Question

Explain the following COSO framework components:

                a. internal environment
                b. objective setting
                c. event identification
                d. risk assessment
                e. risk response
                f. control activities
                g. information and communication
                h. monitoring

Answer 1

The Committee of Sponsoring Organizations (COSO) was established in 1985 by five of the largest accounting, auditing, and finance oversight committees in the United States.
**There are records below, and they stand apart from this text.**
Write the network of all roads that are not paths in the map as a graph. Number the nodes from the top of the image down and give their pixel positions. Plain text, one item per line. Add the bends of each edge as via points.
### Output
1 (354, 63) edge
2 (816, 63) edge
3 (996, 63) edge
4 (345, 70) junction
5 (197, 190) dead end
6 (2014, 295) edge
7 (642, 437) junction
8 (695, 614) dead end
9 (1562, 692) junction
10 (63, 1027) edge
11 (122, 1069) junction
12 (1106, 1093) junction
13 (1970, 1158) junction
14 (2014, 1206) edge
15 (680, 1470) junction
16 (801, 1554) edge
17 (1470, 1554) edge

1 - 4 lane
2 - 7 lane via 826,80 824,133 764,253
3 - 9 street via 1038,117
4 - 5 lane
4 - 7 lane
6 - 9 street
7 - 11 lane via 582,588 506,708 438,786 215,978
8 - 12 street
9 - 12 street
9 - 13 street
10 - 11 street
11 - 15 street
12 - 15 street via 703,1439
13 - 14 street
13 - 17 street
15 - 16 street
The COSO model defines internal control as “a process, effected by an entity’s board of directors, management and other personnel, designed to provide reasonable assurance of the achievement of objectives".

COSO framework components are explained below:

a) Internal Environment:

The internal environment sets the foundation for how risk is viewed and addressed by an entity’s people, including risk philosophy risk appetite etc.

b) Objective Setting:

Objectives must exist before management can identify potential events affecting their achievement.

c) Event Identification:

Internal and external events affecting the achievement of an entity’s objectives must be identified, distinguishing between risks and opportunities.

d) Risk Assessment:

Company-wide Objectives are seen, risks are analyzed, as a basis for determining how they should be managed.

e) Risk Response:

After risk analysis is done, a plan is made to combat those risks.

f) Control Activities:

Policies and procedures are made to ensure that the above plan is carried out effectively.

g) Information and Communication:

Quality information is communicated in a identified form and timeframe so that all the procedures are carried out effectively. Effectiveness of Communication is the key, that enable people to carry out their responsibilities.

h) Monitoring:

It is a continuous process, accomplished through ongoing management activities, separate evaluations or both. Deficiencies are reported and worked on.